Why do I write? I write because I’m a writer. For now, that’s the answer that I’m sticking with.

Another Cup

He was an unremarkable man. Twice divorced. A grown kid who wouldn’t even return his calls – her mother filled her head with lies, all those lies. He decided long ago that despite working in a job with no potential to climb the corporate ladder, well, it was better than being unemployed. And he liked it just fine. The wages were decent at least and he enjoyed the people that he worked with. Most people couldn’t say that. Things never go as anyone plans them anyway, he knew that much, and wondered why if everyone always said that all his life, it took him so long to realize it. Never listened to his elders, he supposed. He was fine with it though. He could adapt. He always had.

“Another cup?” said the waitress.

“Oh, no. No,” he said, startled only as one is when they are drawn from their deepest thoughts. “Thank you, though.”

“All right,” she said and grabbed the empty cup, then paused. A moment before awkwardness took hold, she continued: “I’ll bring you your check then.”

“All right.”

He sighed, exaggerating the exhalation, hoping the waitress might strike up a conversation, ask him how he was doing, and he might just say he was fine, but at least she would have asked. He didn’t find her pretty or even that interesting, just thought it might be nice to talk to her for a minute. He’d come here for years, she’d been here for all of them, and he still wasn’t sure of her name. He used to know it, or he thought he had at one point, back when she used to wear a name tag, when her hair still held its color and her bottom wasn’t so round, but that’d been years ago and he’d since forgotten it.
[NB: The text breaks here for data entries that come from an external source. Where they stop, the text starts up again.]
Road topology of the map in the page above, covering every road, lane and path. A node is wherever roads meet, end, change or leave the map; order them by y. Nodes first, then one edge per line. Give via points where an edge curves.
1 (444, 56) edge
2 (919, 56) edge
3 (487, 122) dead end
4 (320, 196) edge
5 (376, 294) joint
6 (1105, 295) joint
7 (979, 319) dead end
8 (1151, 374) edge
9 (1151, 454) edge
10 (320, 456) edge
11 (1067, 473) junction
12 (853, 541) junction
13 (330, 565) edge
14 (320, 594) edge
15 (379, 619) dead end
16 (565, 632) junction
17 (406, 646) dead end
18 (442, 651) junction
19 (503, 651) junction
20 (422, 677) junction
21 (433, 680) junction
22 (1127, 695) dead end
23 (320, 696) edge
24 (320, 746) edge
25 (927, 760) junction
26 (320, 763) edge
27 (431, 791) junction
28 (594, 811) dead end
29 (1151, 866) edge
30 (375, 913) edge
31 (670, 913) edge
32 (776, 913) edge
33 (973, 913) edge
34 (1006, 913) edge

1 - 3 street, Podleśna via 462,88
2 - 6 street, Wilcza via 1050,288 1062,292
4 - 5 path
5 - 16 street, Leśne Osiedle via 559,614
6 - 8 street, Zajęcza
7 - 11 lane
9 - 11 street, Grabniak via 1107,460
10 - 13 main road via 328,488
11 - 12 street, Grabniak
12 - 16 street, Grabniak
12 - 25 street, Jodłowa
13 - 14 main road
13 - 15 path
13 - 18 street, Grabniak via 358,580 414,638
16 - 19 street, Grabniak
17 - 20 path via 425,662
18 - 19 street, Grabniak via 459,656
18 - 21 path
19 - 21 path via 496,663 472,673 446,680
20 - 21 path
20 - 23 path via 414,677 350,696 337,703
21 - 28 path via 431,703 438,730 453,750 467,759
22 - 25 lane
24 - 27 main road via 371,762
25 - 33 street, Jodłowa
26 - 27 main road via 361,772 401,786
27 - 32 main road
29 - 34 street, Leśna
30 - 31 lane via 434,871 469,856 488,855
She returned with his check, the same price he saw every day for his coffee and bran muffin. He studied it anyway. After looking over the numbers twice, he pulled out a five dollar bill and handed the check and money to her.
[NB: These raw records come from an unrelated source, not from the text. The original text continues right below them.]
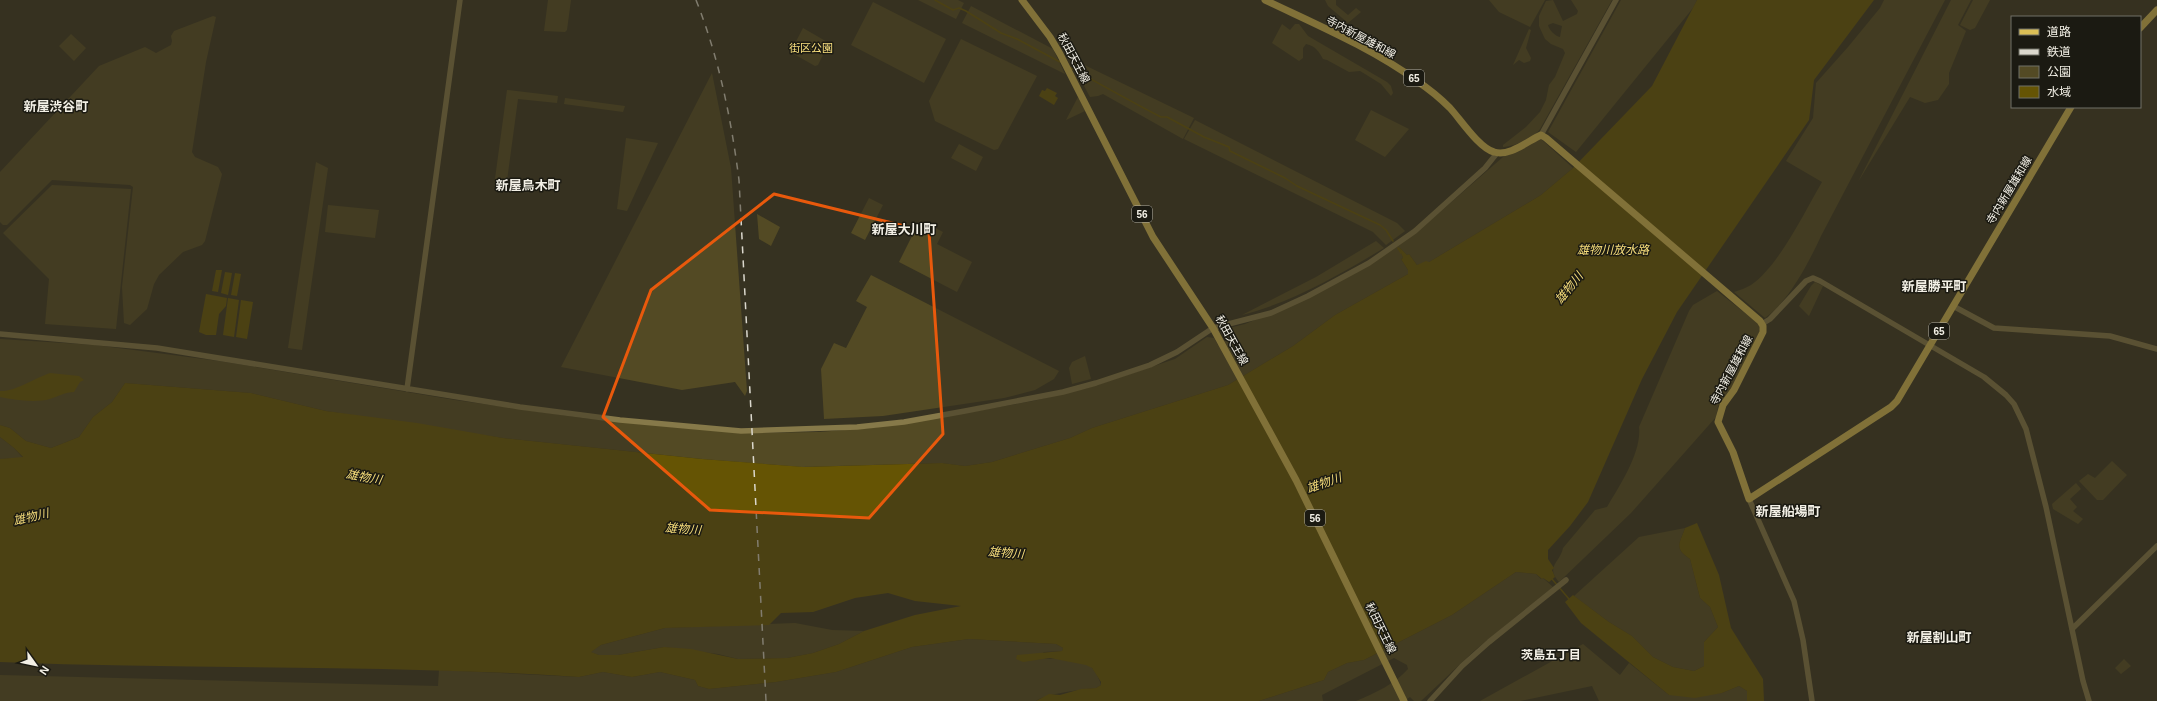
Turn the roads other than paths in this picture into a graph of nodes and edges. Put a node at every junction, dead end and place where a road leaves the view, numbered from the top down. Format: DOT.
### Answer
graph roads {
  1 [pos="460,0"];
  2 [pos="1022,0"];
  3 [pos="1265,0"];
  4 [pos="1616,0"];
  5 [pos="2157,10"];
  6 [pos="2141,27"];
  7 [pos="2070,108"];
  8 [pos="1544,137"];
  9 [pos="1497,153"];
  10 [pos="1953,306"];
  11 [pos="1761,322"];
  12 [pos="1213,328"];
  13 [pos="0,334"];
  14 [pos="1930,345"];
  15 [pos="2157,348"];
  16 [pos="407,389"];
  17 [pos="1749,499"];
  18 [pos="2157,546"];
  19 [pos="1566,580"];
  20 [pos="2072,629"];
  21 [pos="1404,701"];
  22 [pos="1430,701"];
  23 [pos="1812,701"];
  24 [pos="2089,701"];
  1 -- 16 [label="street"];
  2 -- 12 [label="main road, 秋田天王線 / 56"];
  3 -- 9 [label="main road, 寺内新屋雄和線 / 65"];
  4 -- 8 [label="street"];
  5 -- 6 [label="main road"];
  7 -- 10 [label="main road, 寺内新屋雄和線 / 65"];
  8 -- 9 [label="main road"];
  8 -- 11 [label="main road"];
  9 -- 12 [label="street"];
  10 -- 14 [label="main road, 寺内新屋雄和線 / 65"];
  10 -- 15 [label="street"];
  11 -- 14 [label="street"];
  11 -- 17 [label="main road, 寺内新屋雄和線"];
  12 -- 16 [label="street"];
  12 -- 21 [label="main road, 秋田天王線 / 56"];
  13 -- 16 [label="street"];
  14 -- 17 [label="main road, 寺内新屋雄和線 / 65"];
  14 -- 20 [label="street"];
  17 -- 23 [label="street"];
  18 -- 20 [label="street"];
  19 -- 22 [label="street"];
  20 -- 24 [label="street"];
}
“You working tomorrow?” he said.

“Sure am,” she said.

“All right then.”

“All right,” she said and turned away.

“I’ll see you tomorrow. You keep that change.”

She walked away without another word. He wasn’t sure if she hadn’t heard him or if she just chose not to respond. He wondered if maybe he bothered her, if he was one of those morning regulars who the staff groaned about every morning when he walked in with his newspaper and tote bag, arguing who was going to take him today, forgetting that he was once young, he once had dreams, desires, ideas - same as them. Same as anybody. But no, he thought. No. He tipped fine and kept to himself. Mostly, at least. He’d want to wait on a guy like himself were he a waiter.

It didn’t matter anyway. None of it really did. He could always get coffee somewhere else, that much he had control over. Hell, he was going to get coffee somewhere else. She didn’t want to listen to him, then fine, he’d just find a place with somebody that’d listen to him. He tipped well enough, he ought to have some conversation. It wasn’t so much to ask. And she was acting as though she were something she wasn’t, but she was just a waitress, been one probably her whole damn life, and he had a fine job, made decent wages, supported both his wife and kid at one point on it and still had money saved up. He’d just find another place to get coffee. That settled it. 

He stood up and walked towards the door, passing her as she was leaning over a table to wipe it clean - the last time he’d walk out of the damn place.

“You have a nice day now,” the waitress said. “We’ll see you tomorrow, Rich.”

“All right,” he said. “See you tomorrow.” Then he walked out.

Despite our youthful insistence of embracing cynicism, inward lies a stubborn optimism, refusing to be denied. It will work out. We will do that. We will be somebody. Hope turns to apathy turns to despair. Bitterness. Self-deprecating acceptance of circumstances. It’s a smooth transition - a gradual fizzle, not a smother. We will be anybody. There is no coming of age. There is no mark burned into a timeline to highlight the moment when we veer towards our adult complacency, begging for someone to bring us back to where we were, sneering at those who have managed to hold on, while the realization strikes that we will be nobody.